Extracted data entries
============================================================
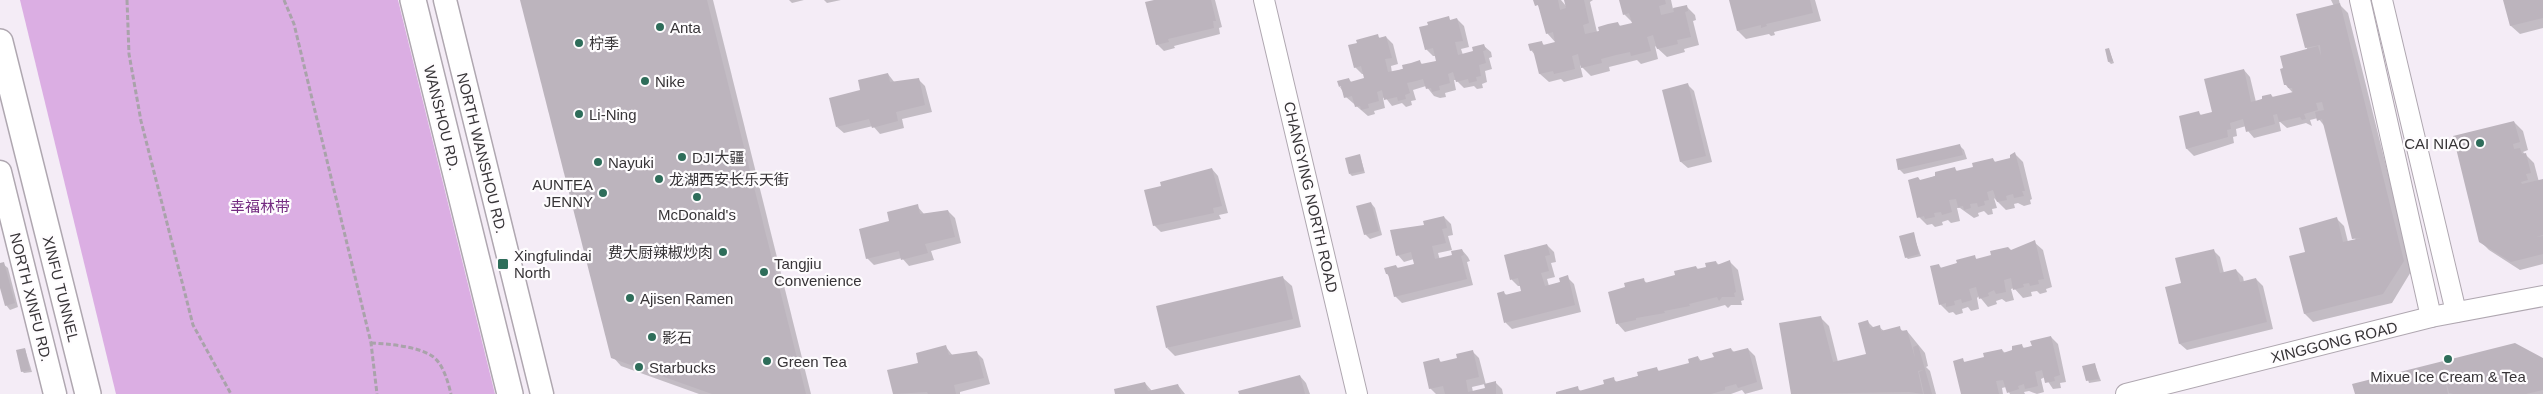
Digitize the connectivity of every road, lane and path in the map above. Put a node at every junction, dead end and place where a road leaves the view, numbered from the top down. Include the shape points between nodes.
1 (127, 0) edge
2 (284, 0) edge
3 (414, 0) edge
4 (445, 0) edge
5 (1264, 0) edge
6 (2360, 0) edge
7 (2382, 0) edge
8 (0, 42) edge
9 (0, 172) edge
10 (2543, 296) edge
11 (2456, 312) junction
12 (2431, 317) junction
13 (371, 343) junction
14 (55, 394) edge
15 (88, 394) edge
16 (231, 394) edge
17 (378, 394) edge
18 (450, 394) edge
19 (510, 394) edge
20 (542, 394) edge
21 (1357, 394) edge
22 (2126, 394) edge

1 - 16 path via 129,54 141,120 193,324
2 - 13 path via 294,24
3 - 19 main road, WANSHOU RD.
4 - 20 main road, NORTH WANSHOU RD.
5 - 21 street, CHANGYING NORTH ROAD
6 - 12 street
7 - 11 street
8 - 15 main road, XINFU TUNNEL
9 - 14 main road, NORTH XINFU RD.
10 - 11 street, XINGGONG ROAD
11 - 12 street, XINGGONG ROAD
12 - 22 street, XINGGONG ROAD
13 - 17 path
13 - 18 path via 397,345 433,356 446,377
============================================================
Output all entries unchanged; skip the pictures.

# WORKED SOLUTION
Digitize the connectivity of every road, lane and path in the map above. Put a node at every junction, dead end and place where a road leaves the view, numbered from the top down. Include the shape points between nodes.
1 (127, 0) edge
2 (284, 0) edge
3 (414, 0) edge
4 (445, 0) edge
5 (1264, 0) edge
6 (2360, 0) edge
7 (2382, 0) edge
8 (0, 42) edge
9 (0, 172) edge
10 (2543, 296) edge
11 (2456, 312) junction
12 (2431, 317) junction
13 (371, 343) junction
14 (55, 394) edge
15 (88, 394) edge
16 (231, 394) edge
17 (378, 394) edge
18 (450, 394) edge
19 (510, 394) edge
20 (542, 394) edge
21 (1357, 394) edge
22 (2126, 394) edge

1 - 16 path via 129,54 141,120 193,324
2 - 13 path via 294,24
3 - 19 main road, WANSHOU RD.
4 - 20 main road, NORTH WANSHOU RD.
5 - 21 street, CHANGYING NORTH ROAD
6 - 12 street
7 - 11 street
8 - 15 main road, XINFU TUNNEL
9 - 14 main road, NORTH XINFU RD.
10 - 11 street, XINGGONG ROAD
11 - 12 street, XINGGONG ROAD
12 - 22 street, XINGGONG ROAD
13 - 17 path
13 - 18 path via 397,345 433,356 446,377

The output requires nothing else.